Но революция вовсе не только вихрь. Крестьянской революционной стихии отвечают Пугачев, Разин, отчасти Махно. Революционной стихии города отвечают Гапон, отчасти Хрусталев и даже Керенский. Это еще, однако, не революция, а только смута или суматоха на смуте, как керенщина. Революция же есть прежде всего борьба рабочего класса за власть, за утверждение власти, за преобразование общества. Она проходит через высочайшие свои кульминации, через острейшие пароксизмы кровавых схваток, но единой и неделимой она остается во всем своем течении — от первых робких истоков своих и до идеального заключительного момента, когда организованное революцией государство растворится в коммунистическом обществе.
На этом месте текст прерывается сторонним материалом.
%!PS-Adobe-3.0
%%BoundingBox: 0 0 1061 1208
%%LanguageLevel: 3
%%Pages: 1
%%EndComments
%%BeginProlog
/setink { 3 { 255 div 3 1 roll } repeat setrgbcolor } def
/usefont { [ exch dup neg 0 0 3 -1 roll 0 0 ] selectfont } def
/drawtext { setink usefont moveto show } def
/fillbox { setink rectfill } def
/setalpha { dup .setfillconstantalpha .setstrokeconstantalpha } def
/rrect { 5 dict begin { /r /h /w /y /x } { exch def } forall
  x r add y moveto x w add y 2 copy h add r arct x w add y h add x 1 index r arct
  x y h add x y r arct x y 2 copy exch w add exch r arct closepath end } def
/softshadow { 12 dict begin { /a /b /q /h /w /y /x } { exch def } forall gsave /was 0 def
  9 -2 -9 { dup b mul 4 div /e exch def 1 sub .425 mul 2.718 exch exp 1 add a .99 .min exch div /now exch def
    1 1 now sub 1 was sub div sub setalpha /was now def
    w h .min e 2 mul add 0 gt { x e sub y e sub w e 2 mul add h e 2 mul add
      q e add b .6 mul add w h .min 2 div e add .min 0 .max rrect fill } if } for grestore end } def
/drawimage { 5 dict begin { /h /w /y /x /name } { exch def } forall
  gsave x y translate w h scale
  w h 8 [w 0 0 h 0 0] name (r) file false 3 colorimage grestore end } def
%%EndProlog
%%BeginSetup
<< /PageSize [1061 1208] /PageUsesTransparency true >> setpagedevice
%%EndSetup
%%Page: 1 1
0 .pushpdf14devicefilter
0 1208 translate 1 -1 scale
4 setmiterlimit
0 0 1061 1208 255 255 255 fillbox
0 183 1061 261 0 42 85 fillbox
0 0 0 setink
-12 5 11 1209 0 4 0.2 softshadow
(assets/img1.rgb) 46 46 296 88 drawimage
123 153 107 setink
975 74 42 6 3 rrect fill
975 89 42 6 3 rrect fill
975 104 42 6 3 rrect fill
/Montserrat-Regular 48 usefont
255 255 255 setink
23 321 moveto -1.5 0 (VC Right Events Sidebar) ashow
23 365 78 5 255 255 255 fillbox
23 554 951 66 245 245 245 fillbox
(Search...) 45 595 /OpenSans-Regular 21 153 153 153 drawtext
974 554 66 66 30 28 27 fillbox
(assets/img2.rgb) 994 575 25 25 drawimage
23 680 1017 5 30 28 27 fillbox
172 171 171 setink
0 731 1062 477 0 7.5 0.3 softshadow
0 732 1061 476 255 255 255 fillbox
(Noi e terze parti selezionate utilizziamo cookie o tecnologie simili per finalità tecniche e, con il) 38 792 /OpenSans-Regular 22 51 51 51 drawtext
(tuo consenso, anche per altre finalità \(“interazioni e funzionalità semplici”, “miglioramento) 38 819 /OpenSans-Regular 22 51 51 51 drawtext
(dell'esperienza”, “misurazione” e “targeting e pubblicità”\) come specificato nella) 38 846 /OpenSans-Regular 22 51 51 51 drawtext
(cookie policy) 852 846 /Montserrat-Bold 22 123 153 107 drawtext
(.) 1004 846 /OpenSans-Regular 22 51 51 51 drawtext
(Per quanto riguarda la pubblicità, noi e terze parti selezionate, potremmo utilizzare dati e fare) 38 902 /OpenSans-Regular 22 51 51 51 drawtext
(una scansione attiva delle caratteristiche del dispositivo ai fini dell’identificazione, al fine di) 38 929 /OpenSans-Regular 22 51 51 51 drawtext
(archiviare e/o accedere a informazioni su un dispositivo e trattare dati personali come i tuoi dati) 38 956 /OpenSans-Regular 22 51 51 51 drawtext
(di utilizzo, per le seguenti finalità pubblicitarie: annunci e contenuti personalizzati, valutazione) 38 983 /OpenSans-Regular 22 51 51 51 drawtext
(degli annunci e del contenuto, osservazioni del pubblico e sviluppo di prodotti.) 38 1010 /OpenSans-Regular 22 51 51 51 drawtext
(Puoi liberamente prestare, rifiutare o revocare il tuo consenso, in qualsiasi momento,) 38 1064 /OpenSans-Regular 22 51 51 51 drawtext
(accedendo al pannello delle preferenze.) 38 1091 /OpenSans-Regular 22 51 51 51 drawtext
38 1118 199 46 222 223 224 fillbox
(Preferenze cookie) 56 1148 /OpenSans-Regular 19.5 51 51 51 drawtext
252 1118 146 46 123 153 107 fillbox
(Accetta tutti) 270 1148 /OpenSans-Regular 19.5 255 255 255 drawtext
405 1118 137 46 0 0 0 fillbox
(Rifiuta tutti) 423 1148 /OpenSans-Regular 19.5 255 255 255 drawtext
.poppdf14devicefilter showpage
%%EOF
Поэзия революции не в пулеметной стрельбе, и не в баррикадных боях, и не в героизме падающего, и не в торжестве победившего, ибо все эти моменты имеются и в войне насилия, — и там льется кровь, и даже обильнее, трещат пулеметы, есть победившие, есть победители. Пафос революции и поэзия ее в том, что новый революционный класс подчиняет себе все эти средства борьбы и, во имя новых целей, расширяющих и обогащающих человека, преобразующих нового человека, ведет борьбу со старым миром, падает, поднимается — до тех пор, пока не победит. Поэзия революции синтетична, ее нельзя разменять на мелкую монету для временного лирического обихода сочинителей сонетов. Поэзия революции не портативна — она в тяжеловесной борьбе рабочего класса, в росте его, в упорстве его, в его поражениях, в его повторных усилиях, в жестоких затратах энергии, оплачивающих каждую завоеванную пядь, в возрастающей отсюда воле и напряженности борьбы, в торжестве побед, но и в рассчитанных отступлениях и в выжидании, и в напоре, и в стихийном разливе массового возмущения, и в точном учете сил, и в шахматном ходе стратегии. Революция прорастает первой заводской тачкой, на которой ожесточившиеся рабы вывозят своего надсмотрщика; первой стачкой, которой они отказывают хозяину в своих руках; первым подпольным кружком, где утопическая фантастика и революционный идеализм питаются из реальности социальных язв. Она протекает приливами и отливами, раскачиваемая ритмами экономической конъюнктуры, ее подъемами и кризисами. Тараном окровавленных тел она пробивает себе первый выход на арену эксплуататорской легальности, просовывает туда свои щупальца и даже придает им, если нужно, защитный цвет. Она строит профессиональные союзы, страховые кассы, кооперативы, кружки самообразования. Она проникает во вражеские парламенты, создает газеты, агитирует и в то же время ведет неутомимый отбор всему лучшему, неустрашимому, обреченному, что есть в рабочем классе, и строит свою партию. Стачка приводит чаще к поражению, чем к полупобеде; демонстрация отмечается новыми жертвами, новой кровью, — но все это зарубки в памяти класса, ими крепнет и закаляется союз отборных, партия революции.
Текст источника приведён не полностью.